[[ INFORMATION SHOWN open ]]

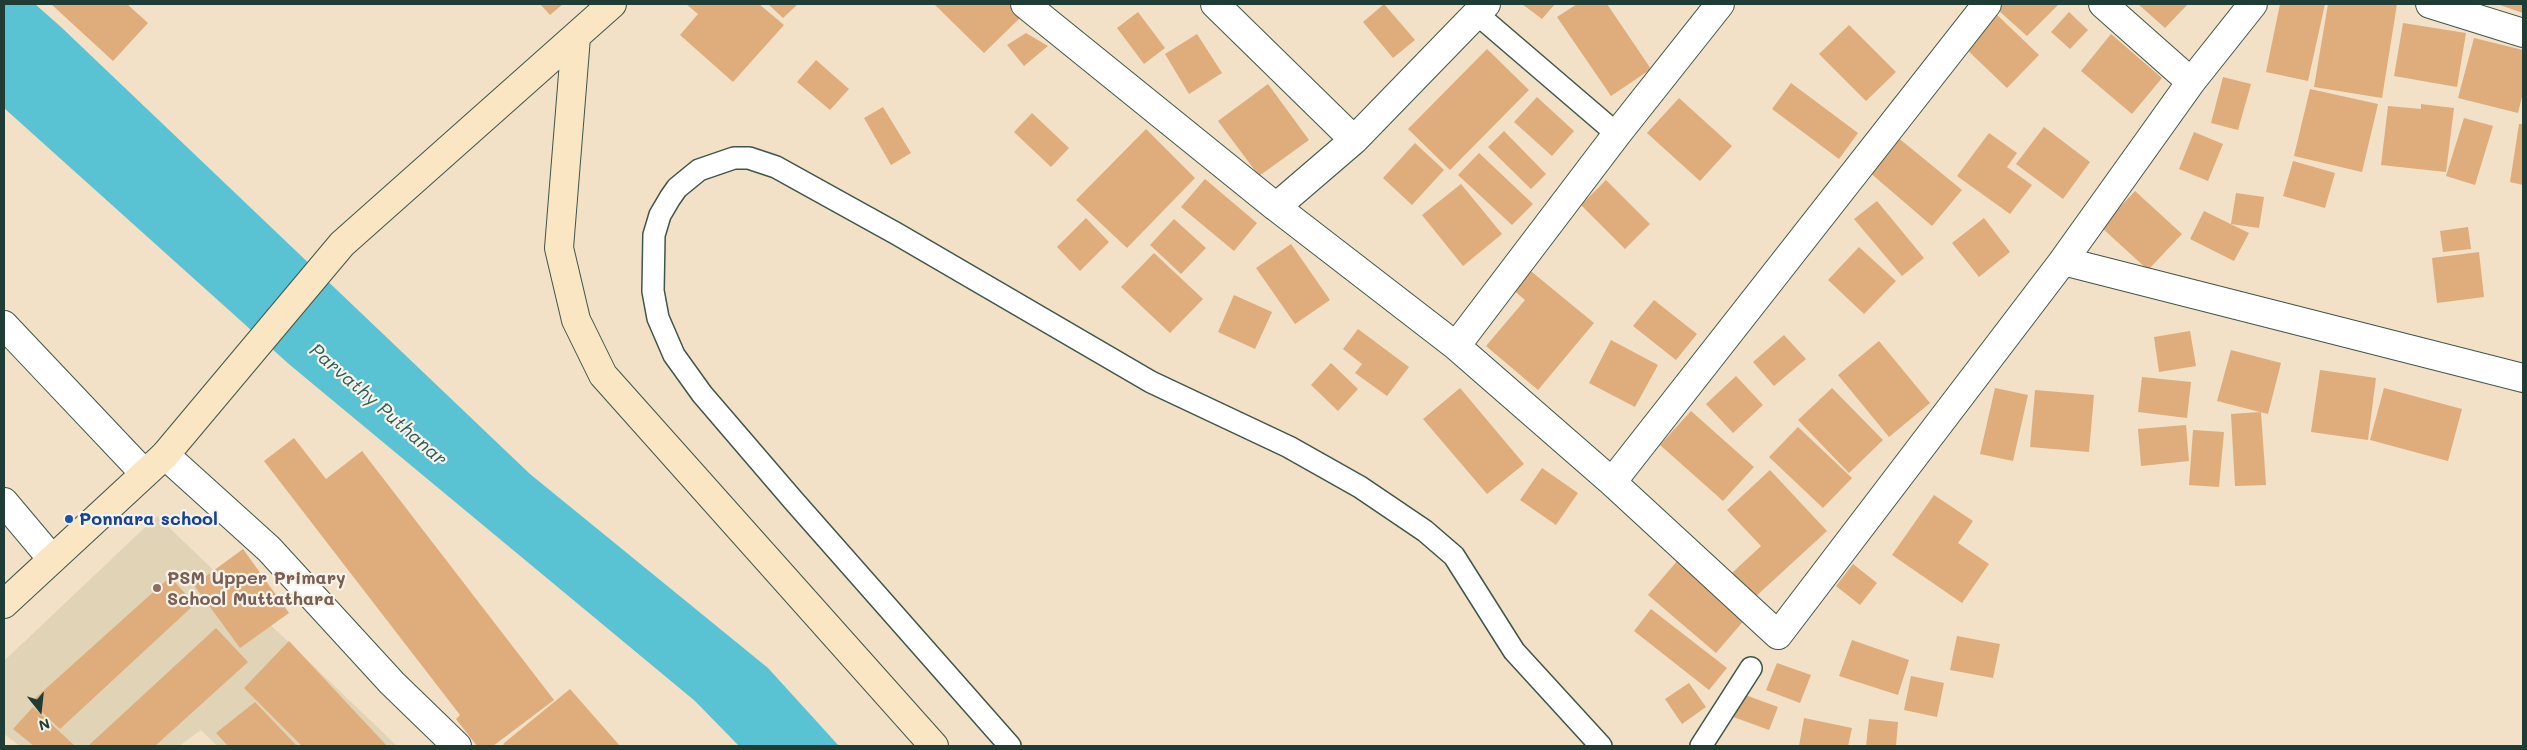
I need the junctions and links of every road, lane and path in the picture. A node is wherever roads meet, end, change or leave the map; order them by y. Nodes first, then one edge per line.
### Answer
1 (612, 4) edge
2 (1025, 4) edge
3 (1215, 4) edge
4 (1720, 4) edge
5 (1987, 4) edge
6 (2102, 4) edge
7 (2253, 4) edge
8 (2430, 4) edge
9 (1477, 7) edge
10 (2523, 33) edge
11 (576, 37) junction
12 (2191, 82) junction
13 (1617, 134) junction
14 (1354, 140) junction
15 (1276, 208) junction
16 (2063, 261) junction
17 (4, 325) edge
18 (1456, 346) junction
19 (2523, 378) edge
20 (165, 455) junction
21 (144, 473) junction
22 (1612, 482) junction
23 (4, 502) edge
24 (52, 559) junction
25 (4, 604) edge
26 (1751, 668) dead end
27 (457, 746) edge
28 (934, 746) edge
29 (1010, 746) edge
30 (1602, 746) edge
31 (1702, 746) edge

1 - 11 main road
2 - 15 street
3 - 14 street
4 - 13 street
5 - 22 street
6 - 12 street
7 - 12 street
8 - 10 street
9 - 13 lane
9 - 14 street
11 - 20 main road
11 - 28 main road
12 - 16 street
13 - 18 street
14 - 15 street
15 - 18 street
16 - 19 street
16 - 22 street
17 - 21 street
18 - 22 street
20 - 21 main road
20 - 27 street
21 - 24 main road
23 - 24 street
24 - 25 main road
26 - 31 lane
29 - 30 lane

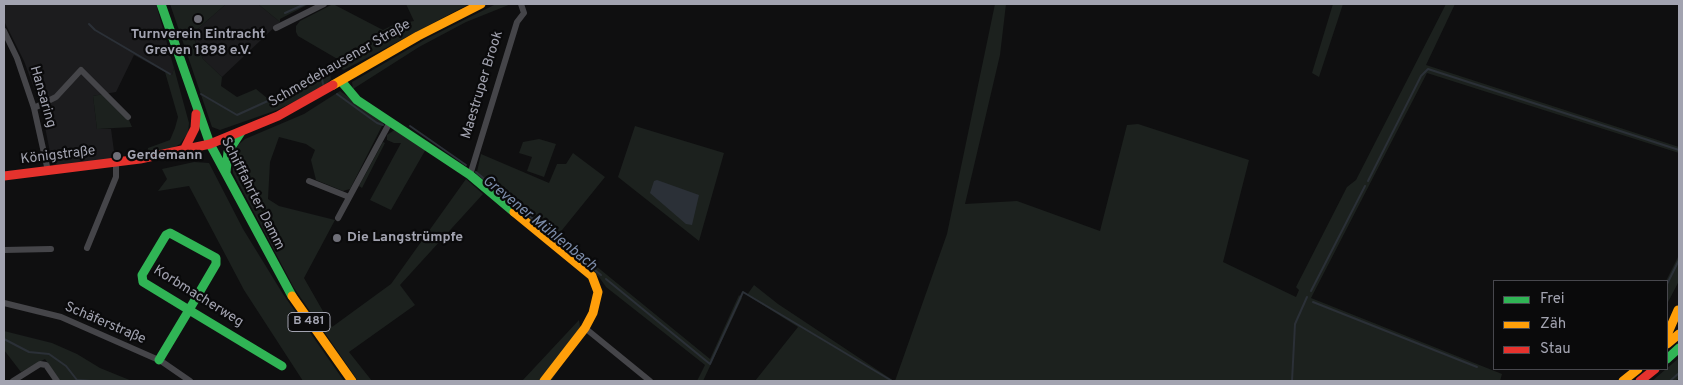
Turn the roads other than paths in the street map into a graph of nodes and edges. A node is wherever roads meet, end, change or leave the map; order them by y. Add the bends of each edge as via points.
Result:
1 (162, 4) edge
2 (324, 4) edge
3 (480, 4) edge
4 (521, 4) edge
5 (276, 28) dead end
6 (4, 32) edge
7 (6, 41) edge
8 (341, 81) junction
9 (34, 108) junction
10 (196, 108) junction
11 (128, 116) dead end
12 (390, 122) junction
13 (241, 132) junction
14 (210, 144) junction
15 (184, 150) junction
16 (116, 162) junction
17 (48, 171) junction
18 (226, 174) junction
19 (4, 176) edge
20 (470, 176) junction
21 (309, 181) dead end
22 (349, 197) junction
23 (338, 218) dead end
24 (87, 248) dead end
25 (51, 249) dead end
26 (4, 250) edge
27 (4, 303) edge
28 (189, 310) junction
29 (1678, 310) dead end
30 (584, 328) junction
31 (1668, 333) edge
32 (1679, 334) edge
33 (1668, 343) edge
34 (1679, 348) edge
35 (1668, 358) edge
36 (158, 360) junction
37 (282, 366) dead end
38 (1637, 370) edge
39 (1654, 370) edge
40 (13, 381) edge
41 (57, 381) edge
42 (190, 381) edge
43 (352, 381) edge
44 (544, 381) edge
45 (650, 381) edge
46 (1623, 381) edge
47 (1640, 381) edge

1 - 10 main road, Schifffahrter Damm / B 481
2 - 5 street
3 - 8 main road, Schmedehausener Straße
4 - 20 street, Maestruper Brook via 524,13 517,22
6 - 7 street, Hansaring
7 - 9 street, Hansaring via 17,58
8 - 12 main road via 357,100
8 - 13 main road, Schmedehausener Straße via 278,116
9 - 11 street via 56,96 81,70
9 - 17 street, Hansaring
10 - 14 main road, Schifffahrter Damm / B 481
10 - 15 main road, B 481 via 195,128
12 - 20 main road
12 - 22 street
13 - 14 main road, Schmedehausener Straße
13 - 18 main road via 228,152
14 - 15 main road, Königstraße
14 - 18 main road, Schifffahrter Damm / B 481
15 - 16 main road, Königstraße
16 - 17 main road, Königstraße
16 - 24 street, Königstraße via 116,177
17 - 19 main road, Königstraße
18 - 43 main road, Schifffahrter Damm / B 481 via 287,289
20 - 30 main road via 592,276 598,292 593,313
21 - 22 street
22 - 23 street
25 - 26 street
27 - 36 street, Schäferstraße via 61,317
28 - 28 main road, Korbmacherweg via 144,282 142,275 170,233 216,261
28 - 36 main road
28 - 37 main road, Korbmacherweg
29 - 31 main road
30 - 44 main road
30 - 45 street
32 - 33 main road
34 - 35 main road
36 - 42 street, Schäferstraße
38 - 46 main road
39 - 47 main road
40 - 41 street via 40,364 46,365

[[ INFORMATION SHOWN closed ]]

** WHAT YOU SHOULD DO **
State the number of lines in the records that contain the string "Königstraße". Nothing else is needed.

** SOLUTION TO THE PROBLEM **
5